Oh, for leaders whose passion and concern might be for the individual liberty of the citizens they represent, and for the millions of yet unborn whose lives and liberties are being threatened by small men and women, obsessed with the arrogance of power over their fellow citizens now.

Except for a few brave men and women who have studied the ideas of their Declaration of Independence and Constitution, Washington is overcome with decades of departure from those ideas as led by the so-called "progressive" movement, whose ideas are based on a counterfeit set of ideas promulgated by individuals like Marx and Lenin--ideas which deny Creator-endowed life and liberty and insist upon the coercive decision making and power grants from government.

They argue and debate nothingness, and the results are being seen in the outcomes in American society today.

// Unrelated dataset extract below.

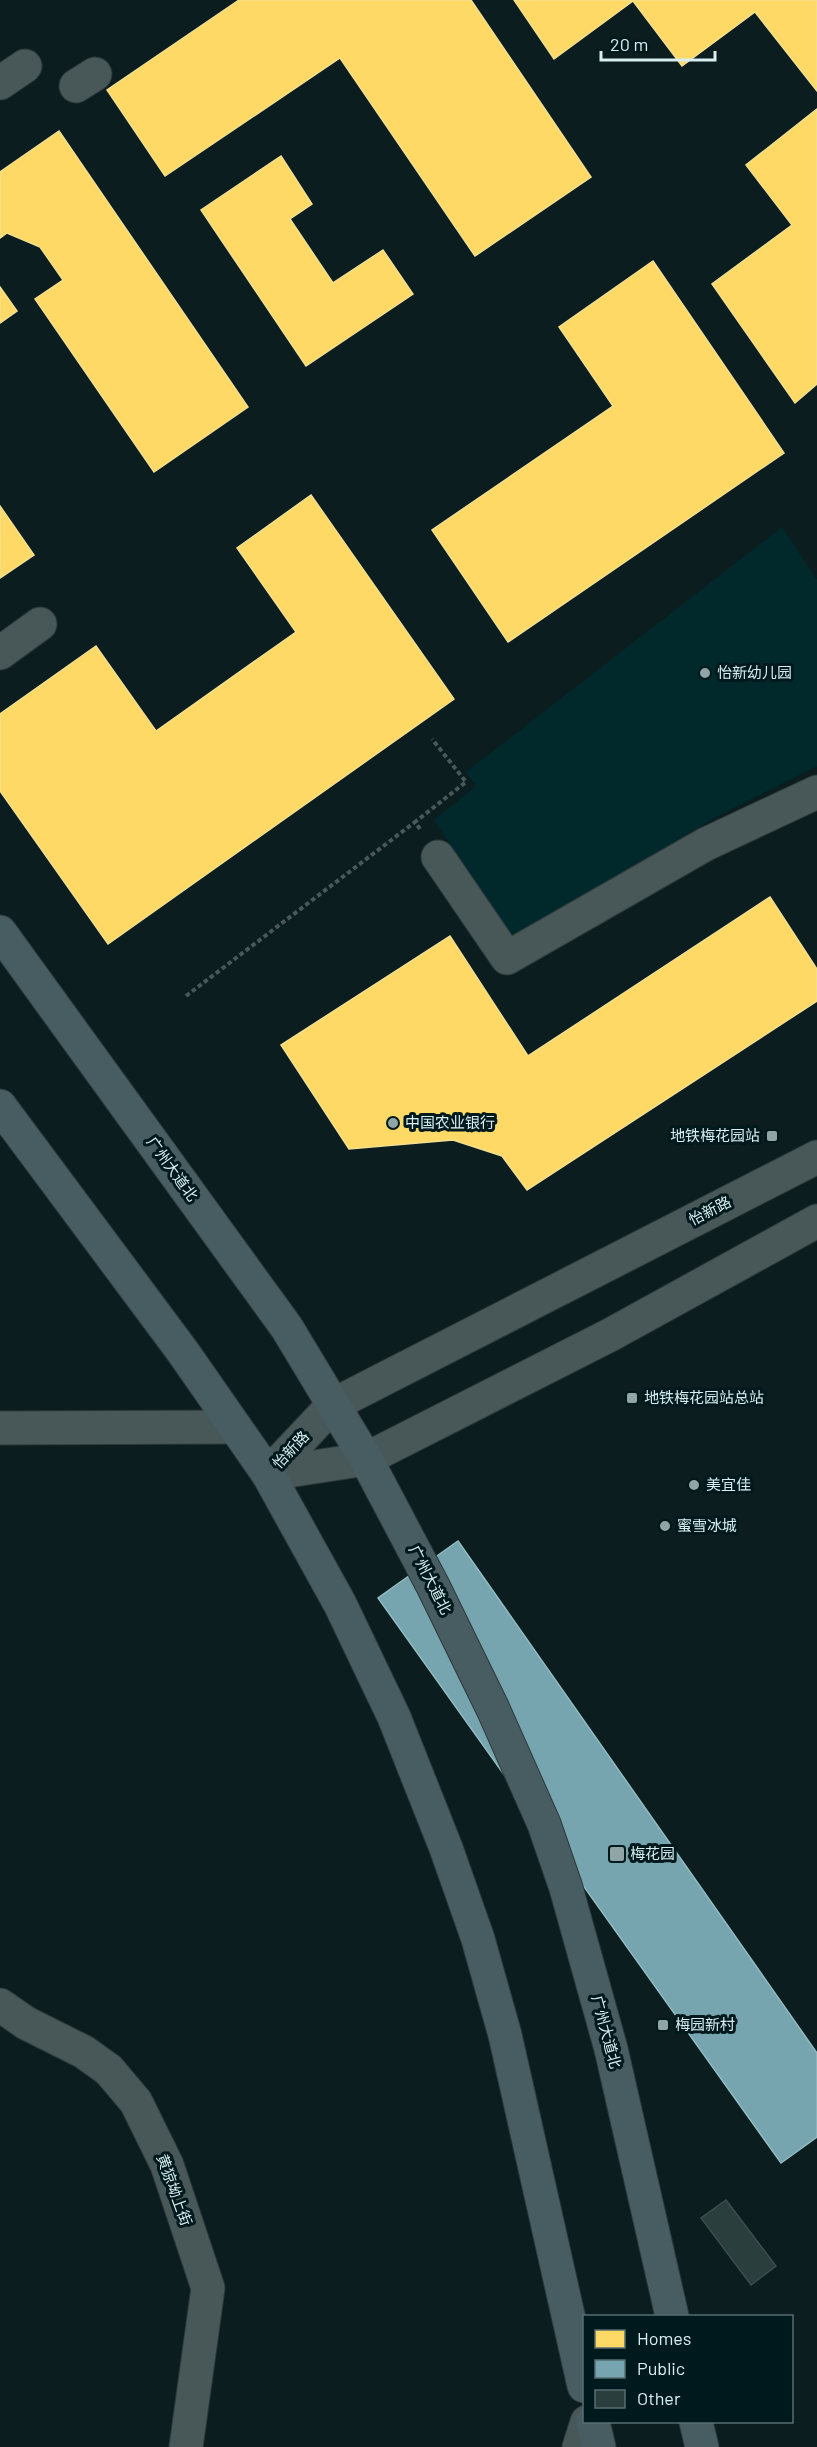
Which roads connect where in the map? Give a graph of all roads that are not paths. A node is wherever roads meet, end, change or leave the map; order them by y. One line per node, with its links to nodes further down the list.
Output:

Oh, for leaders who can articulate the ideas of freedom and steer the debate to principles, not issues!

Here are two examples:

"It will be remembered, that a frequent recurrence to fundamental principles is solemnly enjoined by most of the state constitutions, and particularly by our own, as a necessary safeguard against the danger of degeneracy, to which republics are liable, as well as other governments, though in a less degree than others. And a fair comparison of the political doctrines not unfrequent at the present day, with those which characterized the epoch of our revolution, and which form the basis of our republican constitutions, will best determine whether the declaratory recurrence here made to those principles ought to be viewed as unseasonable and improper, or as a vigilant discharge of an important duty. The authority of constitutions over governments, and of the sovereignty of the people over constitutions, are truths which are at all times necessary to be kept in mind; and at no time, perhaps, more necessary than at present.

. . . . .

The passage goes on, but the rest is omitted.